[Dataset entries]
_ _ _ _ _ _ _
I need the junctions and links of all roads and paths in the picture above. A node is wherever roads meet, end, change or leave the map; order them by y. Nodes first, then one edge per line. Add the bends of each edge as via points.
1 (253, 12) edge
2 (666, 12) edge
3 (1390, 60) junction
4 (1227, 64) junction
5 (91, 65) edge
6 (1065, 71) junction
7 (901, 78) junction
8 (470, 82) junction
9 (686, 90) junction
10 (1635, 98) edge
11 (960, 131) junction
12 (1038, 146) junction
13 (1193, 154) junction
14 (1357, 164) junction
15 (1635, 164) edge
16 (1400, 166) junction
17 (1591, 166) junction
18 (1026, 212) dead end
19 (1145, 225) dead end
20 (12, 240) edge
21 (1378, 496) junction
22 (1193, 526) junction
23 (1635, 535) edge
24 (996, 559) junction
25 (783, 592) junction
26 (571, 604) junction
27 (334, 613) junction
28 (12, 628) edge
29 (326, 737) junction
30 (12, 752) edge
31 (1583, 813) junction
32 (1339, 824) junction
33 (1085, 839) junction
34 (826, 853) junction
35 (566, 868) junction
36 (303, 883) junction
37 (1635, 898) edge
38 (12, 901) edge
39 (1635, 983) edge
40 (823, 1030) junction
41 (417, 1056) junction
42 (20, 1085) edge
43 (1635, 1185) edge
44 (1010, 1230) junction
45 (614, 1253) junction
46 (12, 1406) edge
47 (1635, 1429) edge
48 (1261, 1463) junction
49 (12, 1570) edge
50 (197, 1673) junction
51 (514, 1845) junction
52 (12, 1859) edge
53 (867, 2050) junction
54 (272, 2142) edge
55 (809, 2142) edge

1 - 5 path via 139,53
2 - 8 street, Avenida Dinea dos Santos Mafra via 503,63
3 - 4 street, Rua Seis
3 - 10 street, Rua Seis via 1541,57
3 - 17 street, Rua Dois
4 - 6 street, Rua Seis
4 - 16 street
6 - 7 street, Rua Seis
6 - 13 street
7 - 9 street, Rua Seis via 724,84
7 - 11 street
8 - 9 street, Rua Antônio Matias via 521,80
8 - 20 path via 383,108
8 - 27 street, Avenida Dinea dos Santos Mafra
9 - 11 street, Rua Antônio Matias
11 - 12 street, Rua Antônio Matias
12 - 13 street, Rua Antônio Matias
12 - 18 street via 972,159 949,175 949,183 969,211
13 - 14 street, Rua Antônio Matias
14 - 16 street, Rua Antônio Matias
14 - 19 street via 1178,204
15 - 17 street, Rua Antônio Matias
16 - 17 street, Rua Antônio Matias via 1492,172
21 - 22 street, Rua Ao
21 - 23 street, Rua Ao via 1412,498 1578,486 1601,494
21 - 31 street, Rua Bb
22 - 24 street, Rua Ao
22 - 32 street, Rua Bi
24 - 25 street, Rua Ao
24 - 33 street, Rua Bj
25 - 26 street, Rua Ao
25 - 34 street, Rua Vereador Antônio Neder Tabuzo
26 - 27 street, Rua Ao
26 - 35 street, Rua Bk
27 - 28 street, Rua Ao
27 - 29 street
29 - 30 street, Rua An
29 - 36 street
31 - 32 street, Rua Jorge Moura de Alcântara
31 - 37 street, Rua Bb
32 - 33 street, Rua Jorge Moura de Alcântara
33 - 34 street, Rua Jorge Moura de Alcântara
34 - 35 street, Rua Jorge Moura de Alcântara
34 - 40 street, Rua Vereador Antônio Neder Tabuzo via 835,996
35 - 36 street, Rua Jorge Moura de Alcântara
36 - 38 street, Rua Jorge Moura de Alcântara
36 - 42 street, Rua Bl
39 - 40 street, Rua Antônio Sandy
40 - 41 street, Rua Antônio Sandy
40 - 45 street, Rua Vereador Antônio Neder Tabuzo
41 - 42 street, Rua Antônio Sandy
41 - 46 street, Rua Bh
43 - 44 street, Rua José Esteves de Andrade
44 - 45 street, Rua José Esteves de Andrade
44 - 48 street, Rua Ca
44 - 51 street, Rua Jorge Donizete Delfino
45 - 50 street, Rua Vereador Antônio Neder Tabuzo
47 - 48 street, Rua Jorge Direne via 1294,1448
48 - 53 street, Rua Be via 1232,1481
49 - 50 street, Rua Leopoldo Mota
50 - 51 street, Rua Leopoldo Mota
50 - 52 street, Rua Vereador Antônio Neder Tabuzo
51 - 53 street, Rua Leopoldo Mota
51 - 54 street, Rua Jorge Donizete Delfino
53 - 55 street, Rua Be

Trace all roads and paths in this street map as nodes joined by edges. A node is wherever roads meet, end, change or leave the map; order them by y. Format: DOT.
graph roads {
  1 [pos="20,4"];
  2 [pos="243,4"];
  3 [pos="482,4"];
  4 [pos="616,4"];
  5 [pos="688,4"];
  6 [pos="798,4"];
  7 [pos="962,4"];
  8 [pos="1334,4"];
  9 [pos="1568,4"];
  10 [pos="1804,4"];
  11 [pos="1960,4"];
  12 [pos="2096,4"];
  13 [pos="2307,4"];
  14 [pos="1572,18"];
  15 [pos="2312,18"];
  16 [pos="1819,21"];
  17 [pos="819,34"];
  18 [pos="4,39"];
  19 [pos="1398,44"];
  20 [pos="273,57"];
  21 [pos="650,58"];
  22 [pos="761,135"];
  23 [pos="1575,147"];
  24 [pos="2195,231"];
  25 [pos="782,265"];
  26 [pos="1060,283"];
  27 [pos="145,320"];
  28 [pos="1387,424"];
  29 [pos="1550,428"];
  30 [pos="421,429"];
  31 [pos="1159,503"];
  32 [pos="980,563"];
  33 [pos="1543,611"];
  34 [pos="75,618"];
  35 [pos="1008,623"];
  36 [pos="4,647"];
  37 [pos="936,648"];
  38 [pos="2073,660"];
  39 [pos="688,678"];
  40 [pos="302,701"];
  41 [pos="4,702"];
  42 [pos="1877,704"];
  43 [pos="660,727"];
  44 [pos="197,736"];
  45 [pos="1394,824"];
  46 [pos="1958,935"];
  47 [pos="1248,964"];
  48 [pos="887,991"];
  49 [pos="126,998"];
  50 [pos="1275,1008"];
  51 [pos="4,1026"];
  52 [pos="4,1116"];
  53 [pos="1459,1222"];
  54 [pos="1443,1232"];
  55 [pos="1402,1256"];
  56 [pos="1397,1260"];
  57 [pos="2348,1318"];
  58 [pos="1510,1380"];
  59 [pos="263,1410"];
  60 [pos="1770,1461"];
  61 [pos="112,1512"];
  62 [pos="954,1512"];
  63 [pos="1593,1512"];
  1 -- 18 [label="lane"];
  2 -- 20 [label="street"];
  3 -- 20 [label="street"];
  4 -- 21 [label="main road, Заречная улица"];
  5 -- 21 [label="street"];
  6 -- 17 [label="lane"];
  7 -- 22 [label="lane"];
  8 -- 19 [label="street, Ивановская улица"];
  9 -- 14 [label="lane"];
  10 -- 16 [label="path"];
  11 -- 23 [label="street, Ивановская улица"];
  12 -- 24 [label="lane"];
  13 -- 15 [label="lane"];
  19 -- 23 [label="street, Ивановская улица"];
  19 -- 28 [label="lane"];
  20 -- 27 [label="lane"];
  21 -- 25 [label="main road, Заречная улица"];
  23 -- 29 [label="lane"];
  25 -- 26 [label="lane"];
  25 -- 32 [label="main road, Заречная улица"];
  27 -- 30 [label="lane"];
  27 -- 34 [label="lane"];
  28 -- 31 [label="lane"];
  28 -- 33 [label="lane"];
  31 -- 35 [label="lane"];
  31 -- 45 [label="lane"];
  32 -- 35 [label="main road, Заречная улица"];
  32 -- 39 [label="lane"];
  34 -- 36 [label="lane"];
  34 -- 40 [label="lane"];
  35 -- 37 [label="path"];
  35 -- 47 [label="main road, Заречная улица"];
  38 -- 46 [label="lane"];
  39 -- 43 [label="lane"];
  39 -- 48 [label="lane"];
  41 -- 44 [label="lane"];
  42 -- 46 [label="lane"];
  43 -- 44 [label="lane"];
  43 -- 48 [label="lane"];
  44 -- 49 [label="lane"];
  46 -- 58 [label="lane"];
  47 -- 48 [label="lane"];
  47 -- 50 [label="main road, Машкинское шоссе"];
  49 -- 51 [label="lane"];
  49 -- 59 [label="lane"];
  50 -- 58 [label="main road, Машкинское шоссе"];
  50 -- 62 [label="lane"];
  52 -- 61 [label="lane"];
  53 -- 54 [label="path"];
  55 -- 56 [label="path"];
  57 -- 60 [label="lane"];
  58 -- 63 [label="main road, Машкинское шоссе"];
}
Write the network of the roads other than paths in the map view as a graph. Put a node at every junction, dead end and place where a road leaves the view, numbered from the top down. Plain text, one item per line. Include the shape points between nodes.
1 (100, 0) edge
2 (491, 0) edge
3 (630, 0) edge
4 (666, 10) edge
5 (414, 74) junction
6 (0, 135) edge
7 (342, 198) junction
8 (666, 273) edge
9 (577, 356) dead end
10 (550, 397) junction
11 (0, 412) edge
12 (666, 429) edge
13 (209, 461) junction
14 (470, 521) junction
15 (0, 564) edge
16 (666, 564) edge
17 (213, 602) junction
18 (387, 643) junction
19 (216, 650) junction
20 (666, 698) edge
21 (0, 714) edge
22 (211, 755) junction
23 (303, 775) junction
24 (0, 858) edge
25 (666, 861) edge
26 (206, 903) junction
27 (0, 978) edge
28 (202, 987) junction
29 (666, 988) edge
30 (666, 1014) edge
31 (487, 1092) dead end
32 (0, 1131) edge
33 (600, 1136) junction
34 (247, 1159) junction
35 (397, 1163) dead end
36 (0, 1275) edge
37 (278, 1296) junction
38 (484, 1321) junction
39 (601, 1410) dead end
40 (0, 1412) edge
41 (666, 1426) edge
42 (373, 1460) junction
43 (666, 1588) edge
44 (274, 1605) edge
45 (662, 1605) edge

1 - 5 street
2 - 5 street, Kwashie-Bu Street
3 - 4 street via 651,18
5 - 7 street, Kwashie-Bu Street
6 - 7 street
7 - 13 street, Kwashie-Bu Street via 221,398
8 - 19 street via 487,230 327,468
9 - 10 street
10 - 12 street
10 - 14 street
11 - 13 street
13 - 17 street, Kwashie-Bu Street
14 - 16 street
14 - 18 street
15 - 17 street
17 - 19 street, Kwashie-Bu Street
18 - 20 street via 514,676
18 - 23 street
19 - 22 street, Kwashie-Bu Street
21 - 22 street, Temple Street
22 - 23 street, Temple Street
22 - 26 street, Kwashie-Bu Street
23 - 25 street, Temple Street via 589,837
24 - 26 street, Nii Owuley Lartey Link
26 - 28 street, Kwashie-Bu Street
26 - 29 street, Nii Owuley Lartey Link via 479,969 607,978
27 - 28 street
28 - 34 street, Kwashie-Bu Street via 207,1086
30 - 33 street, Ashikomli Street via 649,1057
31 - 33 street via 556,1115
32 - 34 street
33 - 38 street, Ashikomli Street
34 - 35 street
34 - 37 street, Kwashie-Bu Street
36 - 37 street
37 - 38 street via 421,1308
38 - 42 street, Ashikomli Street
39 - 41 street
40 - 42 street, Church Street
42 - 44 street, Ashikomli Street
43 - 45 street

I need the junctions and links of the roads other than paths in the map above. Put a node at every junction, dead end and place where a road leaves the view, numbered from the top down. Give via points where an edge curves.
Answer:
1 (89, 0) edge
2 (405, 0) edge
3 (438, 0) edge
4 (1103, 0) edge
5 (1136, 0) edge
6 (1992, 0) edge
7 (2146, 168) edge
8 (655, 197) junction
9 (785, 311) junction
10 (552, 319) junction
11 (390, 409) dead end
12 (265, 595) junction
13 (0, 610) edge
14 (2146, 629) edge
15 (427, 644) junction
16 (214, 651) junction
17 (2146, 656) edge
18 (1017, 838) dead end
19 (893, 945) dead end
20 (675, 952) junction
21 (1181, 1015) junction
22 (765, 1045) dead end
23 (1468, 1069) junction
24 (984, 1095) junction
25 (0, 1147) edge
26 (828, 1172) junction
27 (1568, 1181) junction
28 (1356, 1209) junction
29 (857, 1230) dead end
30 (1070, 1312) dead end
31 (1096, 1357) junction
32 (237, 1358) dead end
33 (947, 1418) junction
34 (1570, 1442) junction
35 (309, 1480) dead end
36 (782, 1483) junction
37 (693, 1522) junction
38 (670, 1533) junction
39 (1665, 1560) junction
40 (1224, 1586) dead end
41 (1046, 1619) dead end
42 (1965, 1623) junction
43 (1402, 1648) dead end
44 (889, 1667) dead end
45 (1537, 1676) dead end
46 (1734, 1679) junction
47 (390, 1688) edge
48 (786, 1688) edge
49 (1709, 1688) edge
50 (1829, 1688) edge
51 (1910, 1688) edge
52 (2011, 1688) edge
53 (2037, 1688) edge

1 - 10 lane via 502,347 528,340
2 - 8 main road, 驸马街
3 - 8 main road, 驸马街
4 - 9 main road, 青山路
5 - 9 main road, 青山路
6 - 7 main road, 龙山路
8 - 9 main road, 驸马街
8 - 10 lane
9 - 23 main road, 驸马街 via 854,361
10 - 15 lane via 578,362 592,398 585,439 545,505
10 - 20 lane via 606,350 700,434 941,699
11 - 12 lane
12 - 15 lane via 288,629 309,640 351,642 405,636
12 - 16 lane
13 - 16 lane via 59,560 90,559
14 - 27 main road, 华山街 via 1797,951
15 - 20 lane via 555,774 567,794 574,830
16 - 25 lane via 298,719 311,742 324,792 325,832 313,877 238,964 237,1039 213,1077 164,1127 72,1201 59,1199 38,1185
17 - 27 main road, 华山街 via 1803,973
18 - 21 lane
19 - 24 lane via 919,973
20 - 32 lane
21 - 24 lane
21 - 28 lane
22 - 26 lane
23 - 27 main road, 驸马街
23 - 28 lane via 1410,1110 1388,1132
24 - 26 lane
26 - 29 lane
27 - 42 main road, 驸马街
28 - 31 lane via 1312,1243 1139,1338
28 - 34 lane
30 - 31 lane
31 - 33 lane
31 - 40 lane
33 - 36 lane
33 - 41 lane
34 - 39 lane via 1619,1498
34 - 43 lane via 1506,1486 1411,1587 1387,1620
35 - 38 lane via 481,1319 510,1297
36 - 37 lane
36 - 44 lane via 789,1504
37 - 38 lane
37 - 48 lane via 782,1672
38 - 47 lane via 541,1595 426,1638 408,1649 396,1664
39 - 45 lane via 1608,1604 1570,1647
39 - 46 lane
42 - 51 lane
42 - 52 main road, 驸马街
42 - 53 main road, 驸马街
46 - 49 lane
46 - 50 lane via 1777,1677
_ _ _ _ _ _ _
> _Your task_: Where in the records does the word "them" appear? Copy each line that holds it.

> _Response to the task_:
I need the junctions and links of all roads and paths in the picture above. A node is wherever roads meet, end, change or leave the map; order them by y. Nodes first, then one edge per line. Add the bends of each edge as via points.
Trace all roads and paths in this street map as nodes joined by edges. A node is wherever roads meet, end, change or leave the map; order them by y. Format: DOT.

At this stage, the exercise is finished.